The subconscious thoughts are ‘I won’t allow you to take advantage of me and I won’t attack you for being who you are’.

In counselling and psychotherapy, the goal with assertiveness is to communicate clearly, adult to adult:

There are verbal and non-verbal parts to this and they are:

Receptive listening

Firm, relaxed voice

Direct eye contact

Erect, balanced, open body stance

Voice appropriately loud for the situation

“I” statements (“I like”, “I want”, “I don’t like”)

Co-operative phrases (“What are your thoughts on this?”)

Emphatic statements of interest:

  • I would like to……
  • I understand…..
  • However…..
  • I suggest…….

Expressing yourself by:

  • Choosing the right time and place
  • Making notes beforehand – this may help
  • Being concise – do not allow yourself to nag or be sidetracked
  • Taking responsibility by beginning with “I”
  • Choosing your words – be careful not to insult, threaten or denigrate.
  • Be honest and positive but tactful. Criticise actions rather than personality

The following spoil communication:

  • Judging, blaming, criticising
  • Excessive inappropriate questioning – using closed questions
  • Interrupting, finishing sentences
  • Dismissing the other person’s concerns

So, the pay-offs from being assertive are:

The more you stand up for yourself and act in a manner you respect, the higher your self-esteem.

Your chances of getting what you want out of life improve greatly when you let others know what you want and stand up for your own rights and needs.

Expressing yourself directly at the time of negative feelings means that resentment is not allowed to build up.

Being less preoccupied with self-consciousness and anxiety, and less driven by the needs of self-protection and control you can see, hear and love others more easily.

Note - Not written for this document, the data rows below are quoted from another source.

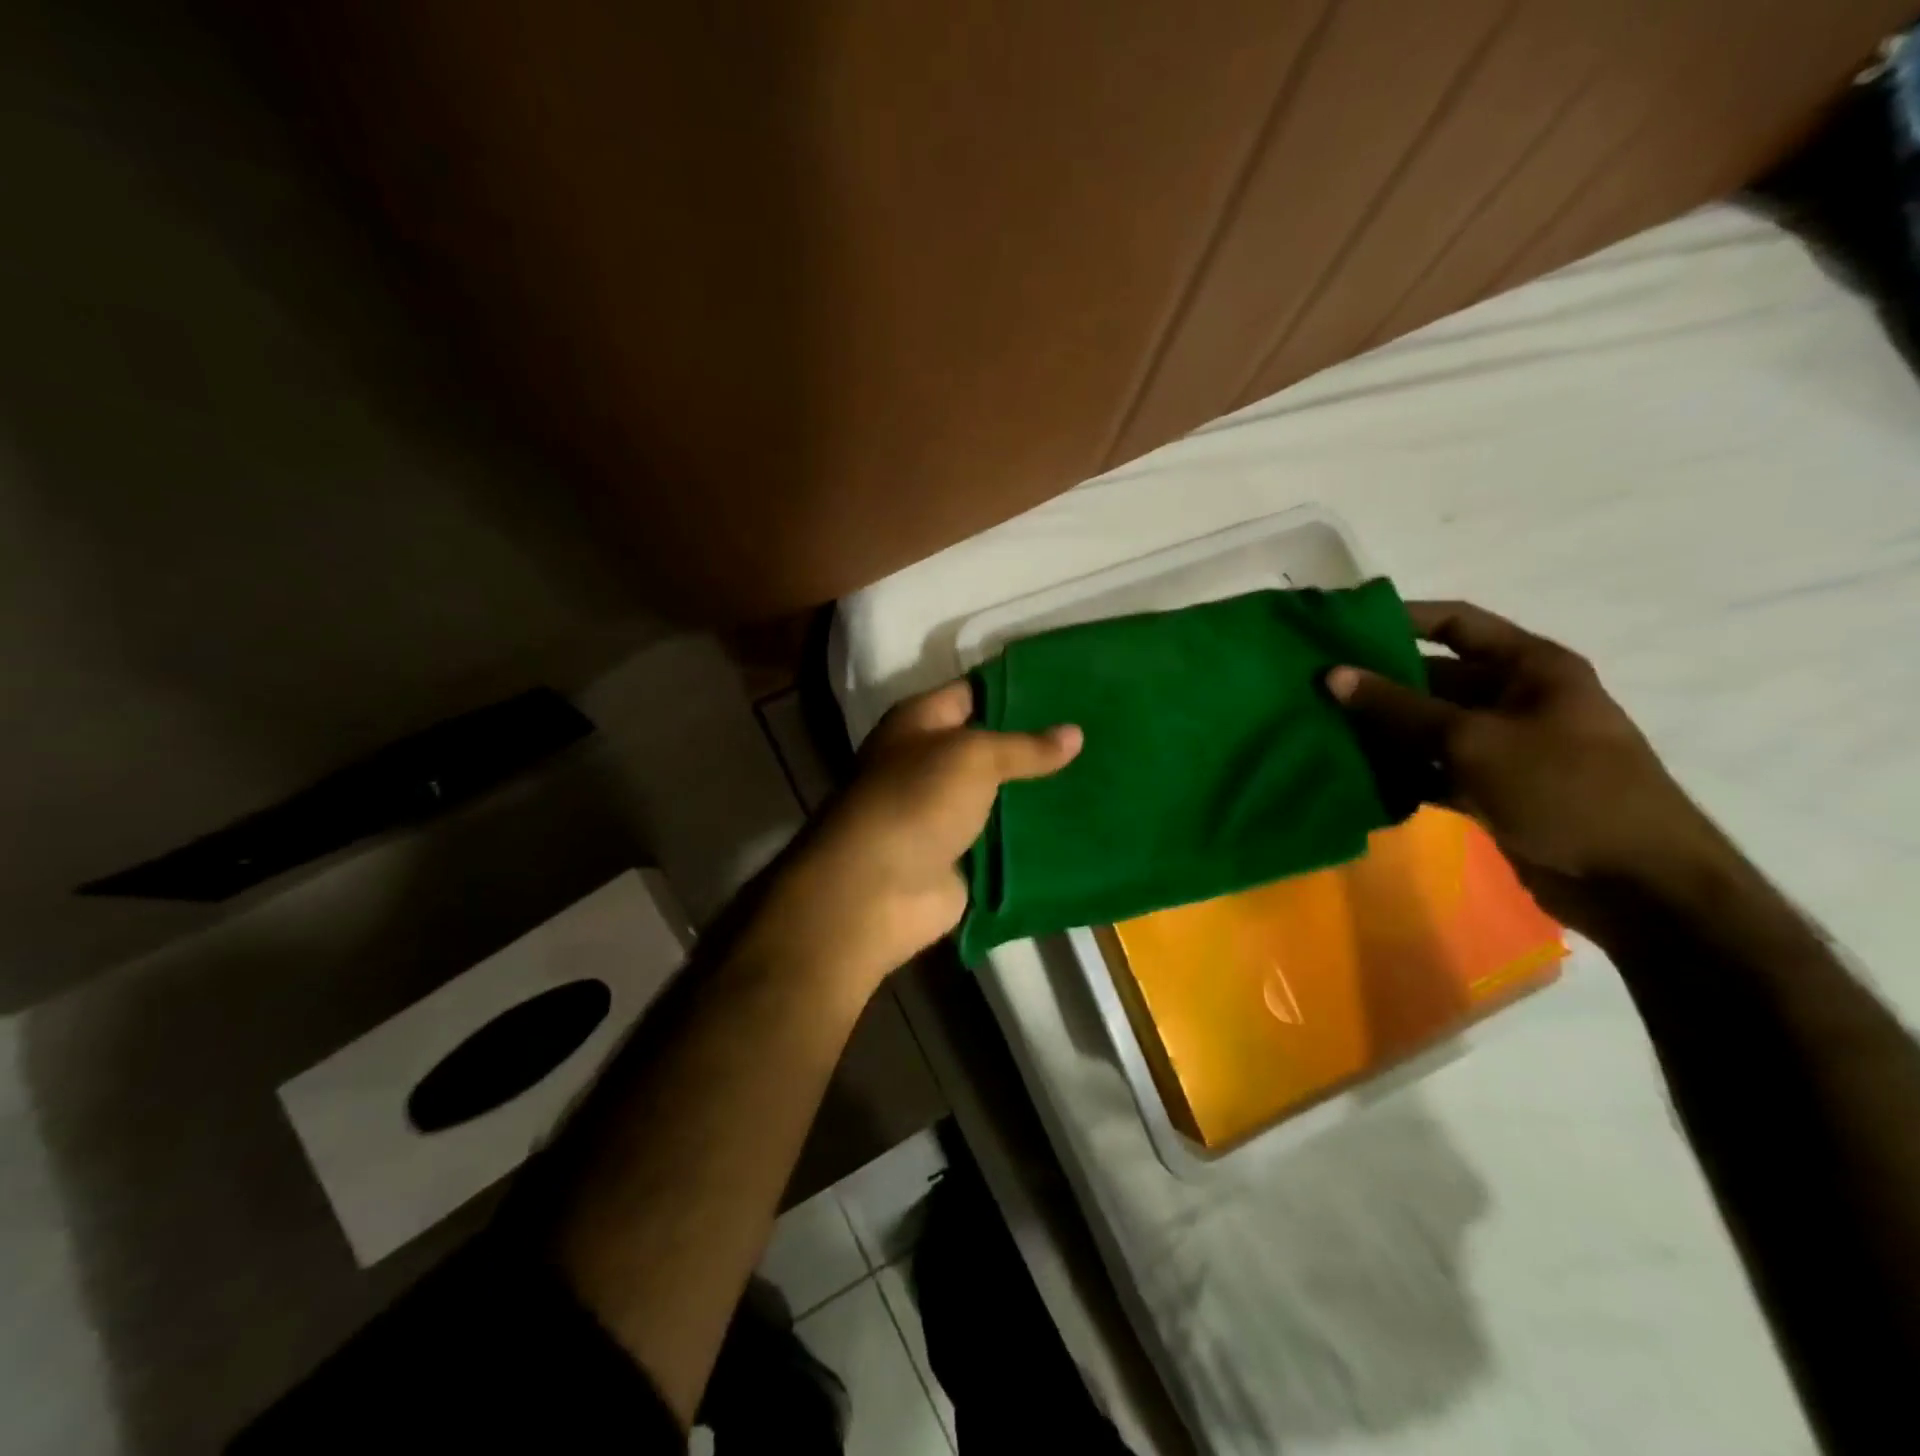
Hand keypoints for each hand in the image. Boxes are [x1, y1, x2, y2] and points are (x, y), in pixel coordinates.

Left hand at [766, 680, 1081, 998]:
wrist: (878, 890)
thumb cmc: (917, 801)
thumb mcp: (973, 758)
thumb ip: (1025, 747)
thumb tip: (1075, 733)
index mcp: (920, 722)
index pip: (974, 691)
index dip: (1018, 687)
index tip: (1071, 685)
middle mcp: (930, 761)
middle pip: (991, 744)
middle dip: (1037, 741)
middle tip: (1097, 728)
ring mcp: (945, 810)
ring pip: (1002, 792)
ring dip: (1040, 789)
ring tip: (1101, 771)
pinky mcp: (961, 853)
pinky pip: (1005, 836)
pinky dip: (1034, 833)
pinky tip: (1081, 821)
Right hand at [1326, 600, 1731, 929]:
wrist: (1637, 884)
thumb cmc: (1565, 789)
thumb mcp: (1475, 740)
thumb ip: (1400, 708)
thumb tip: (1333, 675)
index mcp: (1530, 667)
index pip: (1457, 624)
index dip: (1402, 619)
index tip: (1342, 625)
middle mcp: (1515, 698)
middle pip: (1435, 677)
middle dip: (1379, 682)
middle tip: (1316, 686)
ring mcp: (1503, 746)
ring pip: (1428, 727)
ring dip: (1383, 731)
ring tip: (1322, 728)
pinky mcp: (1492, 789)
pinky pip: (1434, 768)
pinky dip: (1401, 772)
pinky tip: (1356, 776)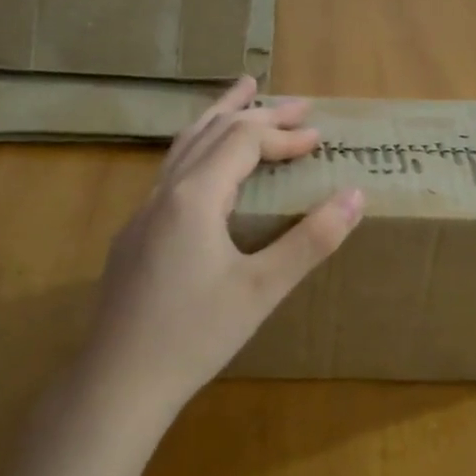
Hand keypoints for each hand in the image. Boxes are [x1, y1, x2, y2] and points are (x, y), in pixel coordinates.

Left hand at [84, 77, 363, 412]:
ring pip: (184, 145)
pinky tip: (206, 165)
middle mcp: (165, 192)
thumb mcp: (263, 289)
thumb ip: (311, 240)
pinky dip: (199, 148)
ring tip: (241, 94)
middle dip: (257, 112)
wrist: (119, 381)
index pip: (244, 140)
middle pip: (213, 131)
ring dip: (218, 117)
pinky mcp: (135, 234)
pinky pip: (171, 170)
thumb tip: (356, 195)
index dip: (284, 134)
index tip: (319, 139)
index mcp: (195, 196)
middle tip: (296, 104)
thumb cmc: (196, 336)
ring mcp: (143, 212)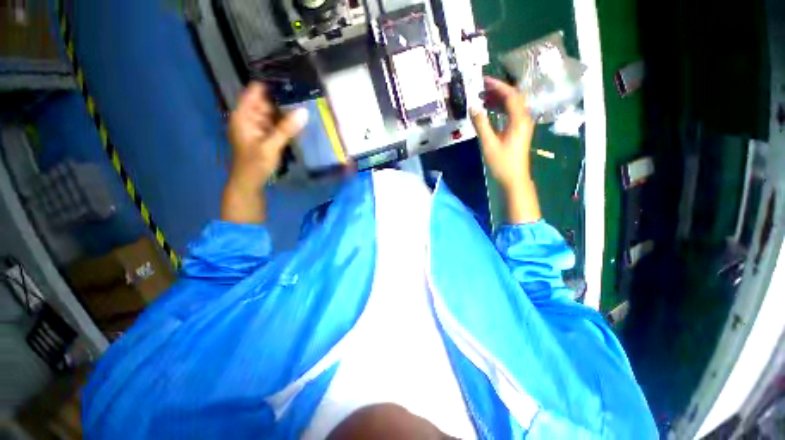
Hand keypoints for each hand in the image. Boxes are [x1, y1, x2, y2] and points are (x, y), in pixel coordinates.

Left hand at [227, 82, 307, 190]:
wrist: (249, 183)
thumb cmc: (255, 164)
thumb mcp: (271, 146)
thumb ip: (287, 129)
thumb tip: (304, 111)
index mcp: (243, 115)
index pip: (256, 91)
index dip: (271, 84)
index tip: (291, 79)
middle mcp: (249, 117)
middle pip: (266, 101)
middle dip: (282, 98)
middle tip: (304, 93)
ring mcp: (257, 126)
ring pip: (272, 112)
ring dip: (286, 110)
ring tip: (305, 103)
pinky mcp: (264, 135)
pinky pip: (275, 123)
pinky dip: (285, 122)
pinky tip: (299, 120)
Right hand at [470, 76, 534, 191]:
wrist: (514, 179)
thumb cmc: (502, 162)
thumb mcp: (489, 143)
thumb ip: (481, 124)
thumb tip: (473, 107)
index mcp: (519, 119)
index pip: (511, 95)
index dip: (497, 86)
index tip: (483, 81)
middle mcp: (524, 118)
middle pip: (513, 98)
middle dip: (498, 91)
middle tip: (481, 88)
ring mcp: (522, 125)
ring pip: (512, 106)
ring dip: (499, 100)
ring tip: (483, 98)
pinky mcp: (519, 131)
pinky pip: (511, 114)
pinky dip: (500, 110)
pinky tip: (490, 111)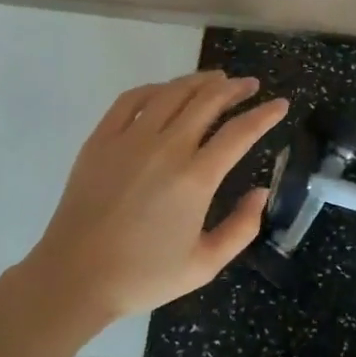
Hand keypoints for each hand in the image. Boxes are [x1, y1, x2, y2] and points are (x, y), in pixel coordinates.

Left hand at [22, 71, 287, 321]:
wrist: (74, 278)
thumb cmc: (143, 276)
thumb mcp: (204, 265)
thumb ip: (242, 228)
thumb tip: (262, 192)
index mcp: (196, 178)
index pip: (240, 132)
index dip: (265, 114)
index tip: (281, 104)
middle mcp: (167, 147)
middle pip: (209, 101)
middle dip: (236, 88)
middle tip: (250, 85)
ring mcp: (131, 138)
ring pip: (174, 92)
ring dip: (200, 81)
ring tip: (217, 79)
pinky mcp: (102, 138)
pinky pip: (133, 99)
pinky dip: (157, 88)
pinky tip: (167, 90)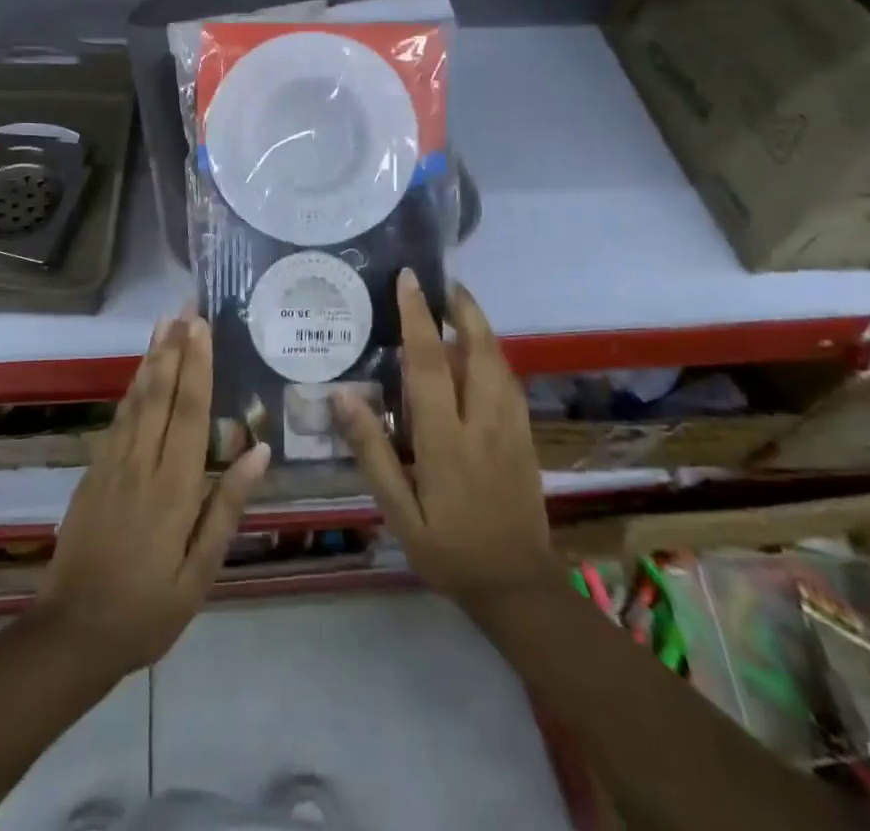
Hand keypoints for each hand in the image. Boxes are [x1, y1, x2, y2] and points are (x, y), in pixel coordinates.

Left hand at [34, 313, 269, 675]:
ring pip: (135, 399)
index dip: (197, 365)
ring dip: (151, 357)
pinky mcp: (93, 472)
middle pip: (159, 393)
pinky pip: (117, 418)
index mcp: (173, 488)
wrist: (72, 633)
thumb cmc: (148, 609)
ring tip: (163, 323)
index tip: (202, 327)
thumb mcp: (200, 571)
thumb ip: (226, 506)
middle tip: (184, 307)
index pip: (189, 412)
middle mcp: (141, 464)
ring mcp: (111, 464)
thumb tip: (259, 452)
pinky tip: (139, 372)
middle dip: (173, 347)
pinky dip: (131, 388)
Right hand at [334, 271, 556, 609]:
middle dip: (462, 308)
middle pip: (478, 350)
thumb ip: (372, 452)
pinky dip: (495, 354)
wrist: (518, 588)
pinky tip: (482, 350)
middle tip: (443, 281)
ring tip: (459, 303)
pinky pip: (511, 382)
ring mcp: (511, 428)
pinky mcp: (526, 437)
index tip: (409, 280)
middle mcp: (483, 423)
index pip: (429, 364)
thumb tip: (343, 395)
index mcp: (446, 440)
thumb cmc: (448, 550)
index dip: (417, 317)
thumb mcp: (398, 512)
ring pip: (499, 362)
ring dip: (480, 326)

With practice you will gain confidence in being assertive and this can take much of the distress out of life.

However, as with most things, there may well be a price to pay for being assertive and these can be:

That friends, employers or colleagues may have benefited from your non-assertion and may sabotage your newly developed assertion.

You are reshaping your beliefs and re-examining values that have been closely held since childhood.  This can be frightening.

There are no ‘tablets of stone’ to guarantee an elegant outcome of your efforts.

There is often pain involved in being assertive but don’t give up – in the end it will be worth it!